Although the researchers developed the tools for
nonproliferation and counterterrorism purposes, personnel also can
use the tools to quickly and safely verify contents at storage and
industrial sites; perform quality-control checks on chemicals
before they are used; and check the unknown contents of abandoned
or poorly marked containers.
"The really nice thing about these sampling tools is their ease
of use under less than ideal conditions," said Roger Johnston of
Los Alamos’ Advanced Chemical Diagnostics and Instrumentation
Group. "The tools are very low-tech, and they’re incredibly light
and can be taken virtually anywhere where sampling needs to be
done."
The tools may one day completely replace expensive, cumbersome
sampling devices currently used, many of which require opening the
container or its bung (access port) and using a tube or scoop to
transfer the sample to a storage bottle.
The new tools can obtain samples anywhere along a container’s
wall at thicknesses up to one-half inch and internal container
pressures up to eight atmospheres.

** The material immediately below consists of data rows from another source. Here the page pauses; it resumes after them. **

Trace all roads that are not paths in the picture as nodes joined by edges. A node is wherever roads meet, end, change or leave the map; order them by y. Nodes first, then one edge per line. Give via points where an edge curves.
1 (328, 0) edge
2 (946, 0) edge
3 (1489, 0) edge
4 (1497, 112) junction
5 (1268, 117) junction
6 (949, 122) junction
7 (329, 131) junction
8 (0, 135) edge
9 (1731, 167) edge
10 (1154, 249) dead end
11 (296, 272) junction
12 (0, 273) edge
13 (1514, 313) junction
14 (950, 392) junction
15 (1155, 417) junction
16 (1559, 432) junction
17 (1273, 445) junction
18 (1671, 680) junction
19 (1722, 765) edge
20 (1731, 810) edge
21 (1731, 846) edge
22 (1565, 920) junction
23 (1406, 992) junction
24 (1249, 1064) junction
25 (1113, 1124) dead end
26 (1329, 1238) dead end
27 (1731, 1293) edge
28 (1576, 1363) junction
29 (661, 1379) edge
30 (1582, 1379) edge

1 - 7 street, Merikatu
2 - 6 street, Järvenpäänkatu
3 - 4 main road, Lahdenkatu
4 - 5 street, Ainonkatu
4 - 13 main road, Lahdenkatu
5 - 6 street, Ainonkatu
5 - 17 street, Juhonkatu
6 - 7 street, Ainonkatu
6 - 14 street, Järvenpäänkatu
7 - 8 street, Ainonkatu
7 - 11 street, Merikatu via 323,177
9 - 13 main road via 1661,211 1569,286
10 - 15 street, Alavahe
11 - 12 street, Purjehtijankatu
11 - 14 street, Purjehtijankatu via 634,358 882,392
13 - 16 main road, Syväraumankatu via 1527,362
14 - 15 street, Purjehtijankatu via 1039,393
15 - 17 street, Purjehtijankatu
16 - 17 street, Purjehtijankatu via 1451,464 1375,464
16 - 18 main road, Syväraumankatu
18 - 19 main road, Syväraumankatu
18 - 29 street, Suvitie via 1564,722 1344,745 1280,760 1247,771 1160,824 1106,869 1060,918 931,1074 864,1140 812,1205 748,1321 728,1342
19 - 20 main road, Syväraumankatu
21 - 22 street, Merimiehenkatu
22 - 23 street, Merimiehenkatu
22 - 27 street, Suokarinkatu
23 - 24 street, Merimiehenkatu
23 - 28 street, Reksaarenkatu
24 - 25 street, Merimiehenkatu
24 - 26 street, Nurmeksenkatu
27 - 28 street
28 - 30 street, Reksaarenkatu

All one needs to use the new
sampling tools are a standard, off-the-shelf electric drill and
about two minutes of training.
Johnston and fellow researchers Anthony Garcia, Ron Martinez and
Eric Baca, also from the same group, began working on the sampling
tools about three years ago on behalf of the U.S. military, which
was seeking an easier way to sample containers for possible
chemical, nuclear or biological materials with minimal risk to
personnel. The first prototype took more than a year to develop.
Since then, an additional two models have been developed.
Study shows new drug relieves pain
In a clinical trial of a new type of drug to relieve severe,
chronic pain caused by nerve damage, the anti-convulsant medicine
gabapentin has provided significant relief from the aching,
burning, tearing pain that some shingles patients suffer for years
after other symptoms subside.
Shingles, caused by the virus Herpes zoster, results from the
reactivation of the chickenpox virus and attacks more than a
million people in the United States each year. While the shingles
rash and pain eventually subside in most people, about 10 to 15
percent experience continued severe pain known as postherpetic
neuralgia, or PHN, which can last years, and often the rest of an
older patient’s life.
The shingles clinical trial was reported in the Dec. 2 issue of
the Journal of the American Medical Association (JAMA) by
University of California San Francisco neurologist Michael
Rowbotham, M.D., and colleagues at the Rehabilitation Institute of
Chicago, Oregon Health Sciences University, and Parke-Davis
Pharmaceutical Research, which funded the study.
Soon after gabapentin came into use in 1995 to treat epilepsy,
physicians noted its pain-relieving powers. The shingles study
reported is one of two multi-center studies to test the drug’s
ability to control severe pain associated with nerve damage. An
editorial on the promising findings, written by Mayo Clinic
neurologist Phillip Low, also appears in the Dec. 2 issue of
JAMA.
Tricyclic antidepressants are the principal drug used to treat
PHN pain, but they don’t work for more than half of those who try
them, and many cannot tolerate their side effects, which include
decreased blood pressure, constipation and forgetfulness, Rowbotham
said.
Compiled from Daily Bruin staff reports.